Oblahbla · 01/07/2023 09:20

Read your update - absolutely the right decision.

lizzielizard · 01/07/2023 09:21

Well done OP - just read your decision.

AhDad · 01/07/2023 09:21

I beg to differ op, I think the therapy has helped a lot because you’ve been doubting the relationship instead of yourself which is something a lot women struggle to do in toxic/abusive relationships. I really do recommend the freedom program for an extra step ahead.

Stay strong for you and those babies 💜

Qbish · 01/07/2023 09:24

I don't often say this, but - LTB.

Qbish · 01/07/2023 09:25

Oh wait, I see that you already have. Well done OP!

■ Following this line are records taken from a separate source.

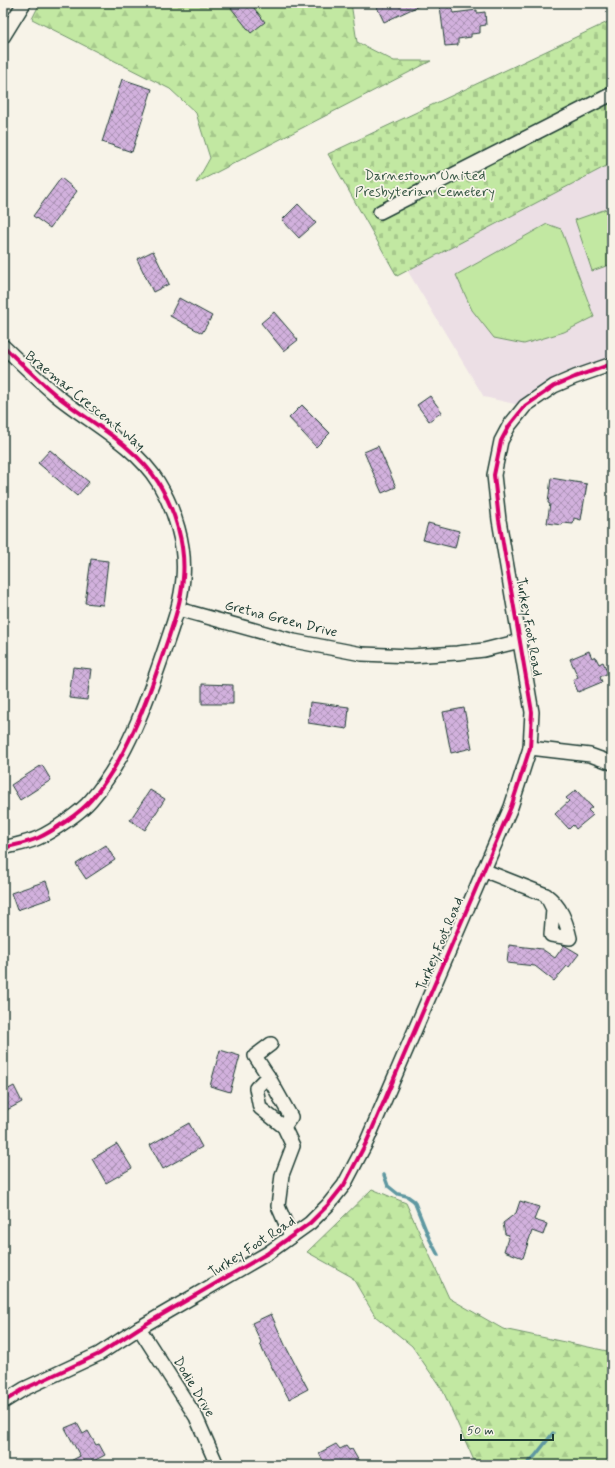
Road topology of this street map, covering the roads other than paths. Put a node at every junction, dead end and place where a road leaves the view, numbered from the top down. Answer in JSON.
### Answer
{"nodes":[{"id":1,"x":24,"y":3,"type":"edge"},
{"id":2,"x":3,"y":37,"type":"edge"},
{"id":3,"x":612,"y":94,"type":"edge"},
{"id":4,"x":380,"y":212,"type":"dead end"},
{"id":5,"x":3,"y":346,"type":"edge"},
{"id":6,"x":612,"y":364,"type":"edge"},
{"id":7,"x":178,"y":609,"type":"junction"},
{"id":8,"x":520,"y":641,"type":"junction"},
{"id":9,"x":530,"y":748,"type":"junction"},
{"id":10,"x":612,"y":763,"type":"edge"},
{"id":11,"x":3,"y":848,"type":"edge"},
{"id":12,"x":483,"y":870,"type":"junction"},
{"id":13,"x":546,"y":895,"type":"dead end"},
{"id":14,"x":271,"y":1044,"type":"dead end"},
{"id":15,"x":268,"y":1076,"type":"junction"},
{"id":16,"x":284,"y":1127,"type":"junction"},
{"id":17,"x":291,"y":1236,"type":"junction"},
{"id":18,"x":139,"y":1328,"type":"junction"},
{"id":19,"x":3,"y":1402,"type":"edge"},
{"id":20,"x":217,"y":1465,"type":"edge"}],
"edges":[{"from":1,"to":2,"type":"street"},
{"from":3,"to":4,"type":"street"},
{"from":5,"to":7,"type":"street","name":"Braemar Crescent Way"},
{"from":6,"to":8,"type":"street","name":"Turkey Foot Road"},
{"from":7,"to":8,"type":"street","name":"Gretna Green Drive"},
{"from":7,"to":11,"type":"street","name":"Braemar Crescent Way"},
{"from":8,"to":9,"type":"street","name":"Turkey Foot Road"},
{"from":9,"to":10,"type":"street"},
{"from":9,"to":12,"type":"street","name":"Turkey Foot Road"},
{"from":12,"to":13,"type":"street"},
{"from":12,"to":17,"type":"street","name":"Turkey Foot Road"},
{"from":14,"to":15,"type":"street"},
{"from":15,"to":16,"type":"street"},
{"from":15,"to":16,"type":"street"},
{"from":16,"to":17,"type":"street"},
{"from":17,"to":18,"type":"street","name":"Turkey Foot Road"},
{"from":18,"to":19,"type":"street","name":"Turkey Foot Road"},
{"from":18,"to":20,"type":"street","name":"Dodie Drive"}]}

Crikeyisthatthetime · 01/07/2023 09:25

Well done on your decision OP. I think a pp is right suggesting you spend some time just you and the kids, you all need some time just being your little family, rediscovering what that's like, and how it's supposed to feel. You will feel much stronger to deal with whatever the next stage of your lives will bring.

Tina221 · 01/07/2023 09:26

I just read your decision op, wishing you the best of luck x

MumLass · 01/07/2023 09:27

Nosierosi · 01/07/2023 09:15

Thanks everyone for taking the time to respond.
I think I’ve known that it’s not been right for a while which is why I started to push back and hold more boundaries, challenge behaviour etc perhaps that’s why it’s started being more challenging - because he doesn’t like not feeling in control.

im going to call it a day and stop feeling guilty for it.

My marriage wasn’t like this it was generally quite calm and peaceful, although I was the adult and he behaved like a child letting me get on with running everything and holding down a job, it wasn’t great but it wasn’t awful, but he lied and manipulated me multiple times so he could get away with spending 10’s of thousands on speaking to sex workers and secret binge eating. I worked hard to save the marriage and ultimately that didn’t work. Because he did it again which was when I ended it.
I did have counselling and some therapy afterwards which I thought had helped. It probably has but I’ve still got more to do.

my main motivation is my kids, I left my husband because I didn’t want them thinking they had to put up with that behaviour and I have been thinking about that again this week… what am I saying to them if I let them think it’s ok to manage conflict like that with anyone, let alone someone who you love. I think that’s what led me to kick him out of the car, something I was in shock for days about and why I haven’t seen him when he has asked.

OP, read your post again. Your ex H spent 1000s on sex workers. You class that marriage as 'not great, but not awful'. I'm very glad you have decided to walk away from your current partner. I think you really should work on yourself, your self esteem and your boundaries for a while.
I say this as someone in a similar situation, having separated from my emotionally abusive and similarly perverted exH.

Ejismyf · 01/07/2023 09:27

It blows my mind you'd even consider staying in such a short relationship which is so toxic and your children are wwitnessing. We as parents should be modelling healthy, happy relationships to our children that we'd want them to replicate when older and this isn't it.

lousyatchoosingnames · 01/07/2023 09:28

End this relationship, it will only get worse

orangeflags · 01/07/2023 09:31

Once I read the words 'short fuse' I stopped reading. Bin

Quiettiger · 01/07/2023 09:31

Why are you even entertaining pandering to this ridiculous, temperamental, disrespectful man child? Bin him and get rid. It shouldn't be this hard. He's showing you who he is. It's not you, it's him. You deserve far more.